「狼に憧れた者」孤狼の血 LEVEL2 よっちゃんイカさんの映画レビュー(感想・評価)
狼に憧れた者
まず松坂桃李さんと鈴木亮平さんの演技がすごい。
まさしくこの2人の演技合戦である。
この2人の演技でこの映画は傑作になっているといっても過言ではない。
まず日岡の造形。
大上の跡を継ぎ暴力団と交渉して絶妙な塩梅で治安を守っていた。
このことから日岡もまた狼になったのかと思っていたが、はじまった後から随所に前作の優しい日岡の面影も滲ませていて完全な狼とはなっていない感じが出ていて見事。

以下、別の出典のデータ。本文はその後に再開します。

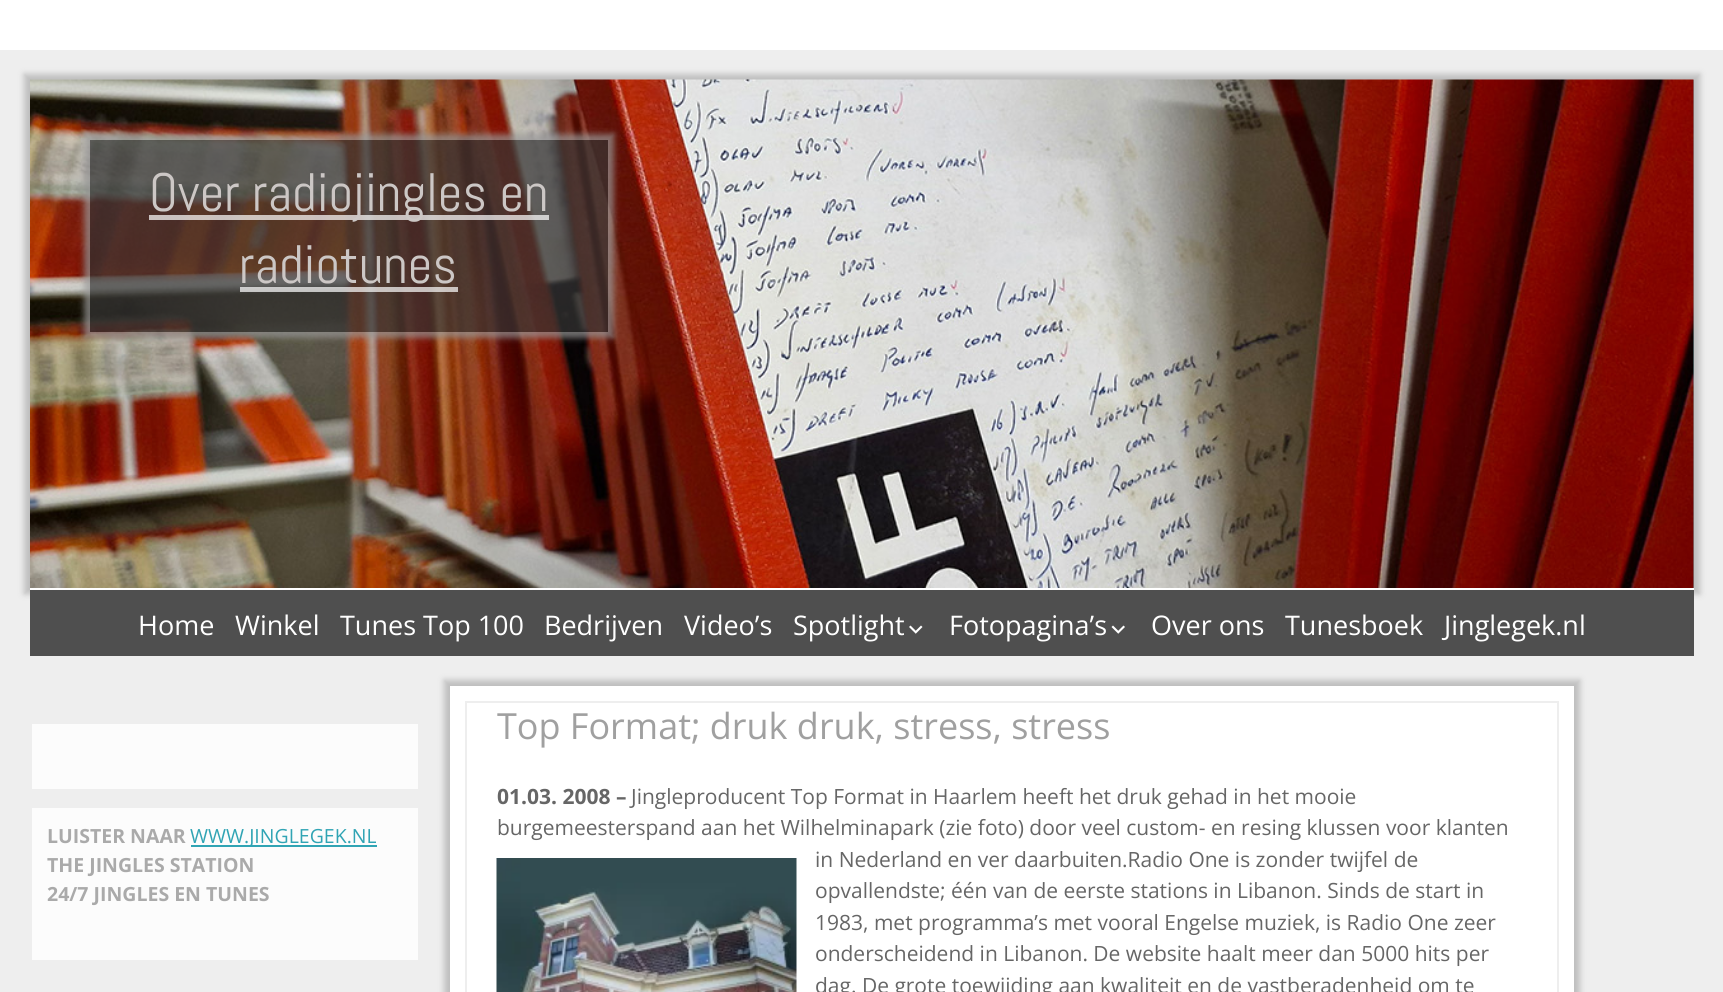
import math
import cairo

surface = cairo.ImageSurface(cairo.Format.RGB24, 1723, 992)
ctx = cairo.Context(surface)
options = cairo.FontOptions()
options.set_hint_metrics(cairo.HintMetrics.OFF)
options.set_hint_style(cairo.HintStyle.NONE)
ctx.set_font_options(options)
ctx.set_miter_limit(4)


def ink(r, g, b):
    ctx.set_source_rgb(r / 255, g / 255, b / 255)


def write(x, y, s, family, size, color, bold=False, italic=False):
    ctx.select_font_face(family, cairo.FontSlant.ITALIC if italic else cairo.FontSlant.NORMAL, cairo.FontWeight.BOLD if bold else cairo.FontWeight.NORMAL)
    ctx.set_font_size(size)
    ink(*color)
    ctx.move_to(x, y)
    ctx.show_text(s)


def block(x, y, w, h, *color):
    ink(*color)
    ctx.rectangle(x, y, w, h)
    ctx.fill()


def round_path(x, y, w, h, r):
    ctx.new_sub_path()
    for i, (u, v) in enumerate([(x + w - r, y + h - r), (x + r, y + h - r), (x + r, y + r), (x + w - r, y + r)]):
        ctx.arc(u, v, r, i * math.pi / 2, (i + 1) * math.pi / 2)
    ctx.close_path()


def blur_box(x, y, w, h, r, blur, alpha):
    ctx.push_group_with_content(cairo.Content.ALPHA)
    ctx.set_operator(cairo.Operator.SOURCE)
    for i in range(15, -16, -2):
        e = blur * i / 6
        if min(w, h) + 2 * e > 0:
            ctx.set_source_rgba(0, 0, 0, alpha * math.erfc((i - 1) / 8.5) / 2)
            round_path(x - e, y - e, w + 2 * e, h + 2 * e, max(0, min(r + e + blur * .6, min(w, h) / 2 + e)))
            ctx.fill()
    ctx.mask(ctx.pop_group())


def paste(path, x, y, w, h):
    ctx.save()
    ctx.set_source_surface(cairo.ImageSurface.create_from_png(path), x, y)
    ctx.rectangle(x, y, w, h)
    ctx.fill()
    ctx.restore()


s1 = dict(family="Abel", size=54, color=(204, 199, 197))
s2 = dict(family="Open Sans", size=27, color=(255, 255, 255))
s3 = dict(family="Open Sans", size=19.5, color=(170, 170, 170), bold=True)
s4 = dict(family="Open Sans", size=19.5, color=(48, 164, 180))
s5 = dict(family="Open Sans", size=36, color=(160, 160, 160))
s6 = dict(family="Open Sans", size=21, color=(102, 102, 102), bold=True)
s7 = dict(family="Open Sans", size=21, color=(102, 102, 102))

ink(238, 238, 238)
ctx.paint()
block(0, 0, 1723, 50, 255, 255, 255)
ink(191, 191, 191)
blur_box(24, 74, 1676, 520, 0, 3, 1)
ctx.set_source_rgba(0.302, 0.592, 0.6, 0.5)
ctx.rectangle(1693, 80, 1, 508)
ctx.fill()
paste("pic1.png", 30, 79, 1664, 509)
ctx.save()
ctx.set_fill_rule(cairo.FillRule.EVEN_ODD)
ctx.new_path()
ctx.move_to(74, 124)
ctx.line_to(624, 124)
ctx.line_to(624, 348)
ctx.line_to(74, 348)
ctx.close_path()
ctx.move_to(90, 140)
ctx.line_to(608, 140)
ctx.line_to(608, 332)
ctx.line_to(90, 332)
ctx.close_path()
ctx.clip()
ink(153, 153, 153)
blur_box(84, 134, 530, 204, 0, 3, 0.7)
ctx.restore()
ctx.set_source_rgba(0.208, 0.208, 0.208, 0.7)
ctx.rectangle(90, 140, 518, 192)
ctx.fill()
ctx.set_source_rgba(1, 1, 1, 0.7)
ctx.rectangle(149, 215, 400, 5)
ctx.fill()
write(149, 211, "Over radiojingles en", **s1)
write(239, 283, "radiotunes", **s1)
ctx.set_source_rgba(1, 1, 1, 0.7)
ctx.rectangle(240, 287, 218, 5)
ctx.fill()
block(30, 590, 1664, 66, 79, 79, 79)
block(30, 588, 1664, 2, 255, 255, 255)
write(138, 635, "Home", **s2)
write(235, 635, "Winkel", **s2)
write(340, 635, "Tunes Top 100", **s2)
write(544, 635, "Bedrijven", **s2)
write(684, 635, "Video’s", **s2)
write(793, 635, "Spotlight", **s2)
paste("pic2.png", 909, 625, 14, 9)
write(949, 635, "Fotopagina’s", **s2)
paste("pic3.png", 1111, 625, 14, 9)
write(1151, 635, "Over ons", **s2)
write(1285, 635, "Tunesboek", **s2)
write(1444, 635, "Jinglegek.nl", **s2)
block(32, 724, 386, 65, 252, 252, 252)
block(32, 808, 386, 152, 252, 252, 252)
write(47, 843, "LUISTER NAAR", **s3)
block(191, 845, 186, 2, 48, 164, 180)
write(190, 843, "WWW.JINGLEGEK.NL", **s4)
write(47, 872, "THE JINGLES STATION", **s3)
write(47, 901, "24/7 JINGLES EN TUNES", **s3)
ink(191, 191, 191)
blur_box(444, 680, 1136, 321, 0, 3, 1)
block(450, 686, 1124, 306, 255, 255, 255)
ctx.rectangle(466, 702, 1092, 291)
ink(238, 238, 238)
ctx.stroke()
write(497, 739, "Top Format; druk druk, stress, stress", **s5)
write(497, 804, "01.03. 2008 –", **s6)
write(631, 804, "Jingleproducent Top Format in Haarlem heeft het druk gehad in het mooie", **s7)
write(497, 835, "burgemeesterspand aan het Wilhelminapark (zie foto) door veel custom- en resing klussen voor klanten", **s7)
paste("pic4.png", 496, 858, 301, 134)
write(815, 867, "in Nederland en ver daarbuiten.Radio One is zonder twijfel de", **s7)
write(815, 898, "opvallendste; één van de eerste stations in Libanon. Sinds de start in", **s7)
write(815, 930, "1983, met programma’s met vooral Engelse muziek, is Radio One zeer", **s7)
write(815, 961, "onderscheidend in Libanon. De website haalt meer dan 5000 hits per", **s7)
write(815, 993, "dag. De grote toewijding aan kwaliteit en de vastberadenheid om te", **s7)
surface.write_to_png("screenshot.png")
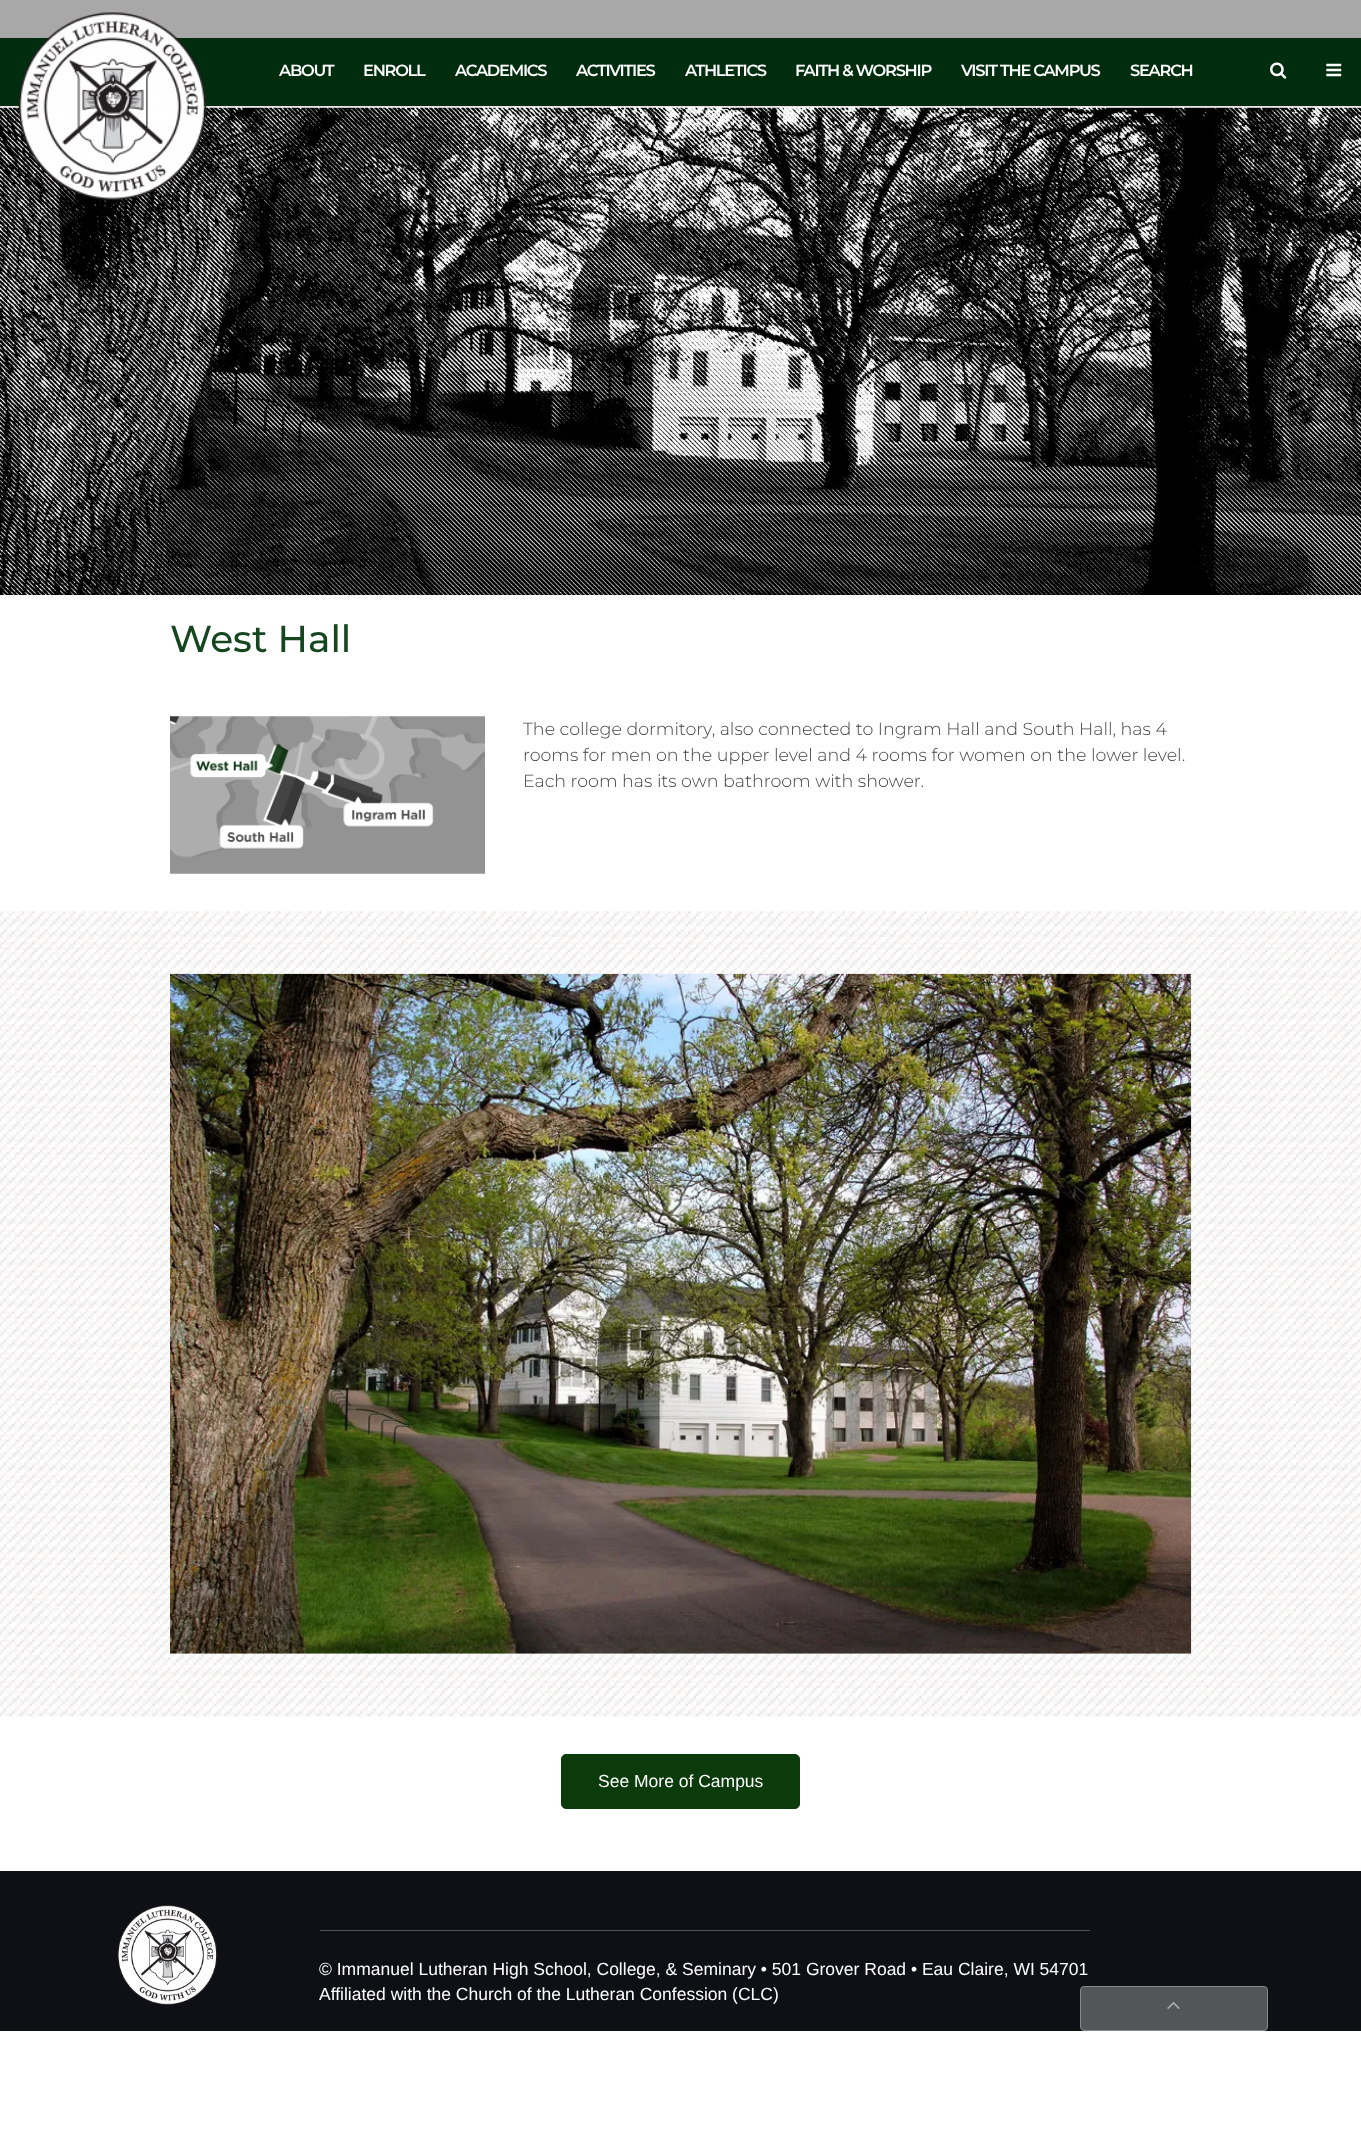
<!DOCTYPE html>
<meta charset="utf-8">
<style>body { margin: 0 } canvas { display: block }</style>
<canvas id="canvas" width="1361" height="2155"></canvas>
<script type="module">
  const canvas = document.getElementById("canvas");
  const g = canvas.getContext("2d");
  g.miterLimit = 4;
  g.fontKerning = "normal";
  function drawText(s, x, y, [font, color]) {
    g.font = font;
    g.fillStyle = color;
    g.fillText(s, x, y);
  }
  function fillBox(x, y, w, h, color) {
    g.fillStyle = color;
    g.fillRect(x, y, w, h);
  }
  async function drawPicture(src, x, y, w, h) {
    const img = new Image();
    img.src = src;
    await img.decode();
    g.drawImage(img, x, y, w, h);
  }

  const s1 = ["600 16.25px Montserrat", "#FFFFFF"];
  const s2 = ["500 37.5px Montserrat", "#154620"];
  const s3 = ["300 17.5px Montserrat", "#444444"];
  const s4 = ["17.5px Liberation Sans", "#FFFFFF"];

  fillBox(0, 0, 1361, 2155, "#FFFFFF");
  fillBox(0, 0, 1361, 38, "#A8A8A8");
  fillBox(0, 106, 1361, 1, "#E6E6E6");
  fillBox(0, 38, 1361, 68, "#002D0D");
  await drawPicture("pic4.png", 0, 107, 1361, 488);
  await drawPicture("pic1.png", 18, 12, 189, 188);
  g.letterSpacing = "-1.25px";
  drawText("ABOUT", 279, 76, s1);
  drawText("ENROLL", 363, 76, s1);
  drawText("ACADEMICS", 455, 76, s1);
  drawText("ACTIVITIES", 576, 76, s1);
  drawText("ATHLETICS", 685, 76, s1);
  drawText("FAITH & WORSHIP", 795, 76, s1);
  drawText("VISIT THE CAMPUS", 961, 76, s1);
  drawText("SEARCH", 1130, 76, s1);
  await drawPicture("pic2.png", 1270, 62, 17, 17);
  await drawPicture("pic3.png", 1326, 63, 16, 14);
  g.letterSpacing = "0px";
  drawText("West Hall", 170, 652, s2);
  await drawPicture("pic5.png", 170, 716, 315, 158);
  drawText("The college dormitory, also connected to Ingram Hall and South Hall, has 4", 523, 735, s3);
  drawText("rooms for men on the upper level and 4 rooms for women on the lower level.", 523, 761, s3);
  drawText("Each room has its own bathroom with shower.", 523, 787, s3);
  await drawPicture("pic6.png", 0, 911, 1361, 806);
  await drawPicture("pic7.png", 170, 973, 1022, 681);
  g.fillStyle = "#0B3A0B";
  g.beginPath();
  g.roundRect(561.5, 1754.5, 238, 54, 4.5);
  g.fill();
  g.strokeStyle = "#0B3A0B";
  g.stroke();
  drawText("See More of Campus", 598, 1787, s4);
  fillBox(0, 1871, 1361, 160, "#0E1015");
  await drawPicture("pic8.png", 117, 1905, 101, 100);
  fillBox(320, 1930, 770, 1, "#555555");
  drawText("© Immanuel Lutheran High School, College, & Seminary • 501 Grover Road • Eau Claire, WI 54701", 319, 1975, s4);
  drawText("Affiliated with the Church of the Lutheran Confession (CLC)", 319, 2000, s4);
  g.fillStyle = "#545557";
  g.beginPath();
  g.roundRect(1080.5, 1986.5, 187, 44, 3.5);
  g.fill();
  g.strokeStyle = "#87888A";
  g.stroke();
  await drawPicture("pic9.png", 1167, 2001, 13, 8);
</script>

これは監督の演出、そして脚本、なにより松坂さんの演技の賜物だと思う。
さらに鈴木亮平さん演じる上林。
出所した後の不気味さからそれが明らかになる神原さん殺し。
ストーリーが進むにつれて加速度的に暴走していくのだが、クライマックスのカチコミの前の頃には自分でも止められない程の暴走具合になっているのがよくわかる好演。
正直途中まではこの2人の演技合戦だと思っていた。
しかし中盤第三の伏兵が現れる。
中村梅雀さんである。
それまでの好々爺な演技にすっかり騙されてしまった。
この梅雀さんがこの映画のMVPかもしれない。
脚本も上手かった。
いかにも怪しげな新聞記者を出して見てる人を騙す手腕は見事。
ここまで見事だったので全てが明らかになった後この梅雀さんと日岡が直接対峙するシーンも見てみたかったと思った。
ラストシーンも素晴らしかった。
もうすでに絶滅してしまった狼を探し求めて森の中を彷徨い歩く日岡。
誰よりも狼に憧れていた日岡の生き様を表していて素晴らしいと思った。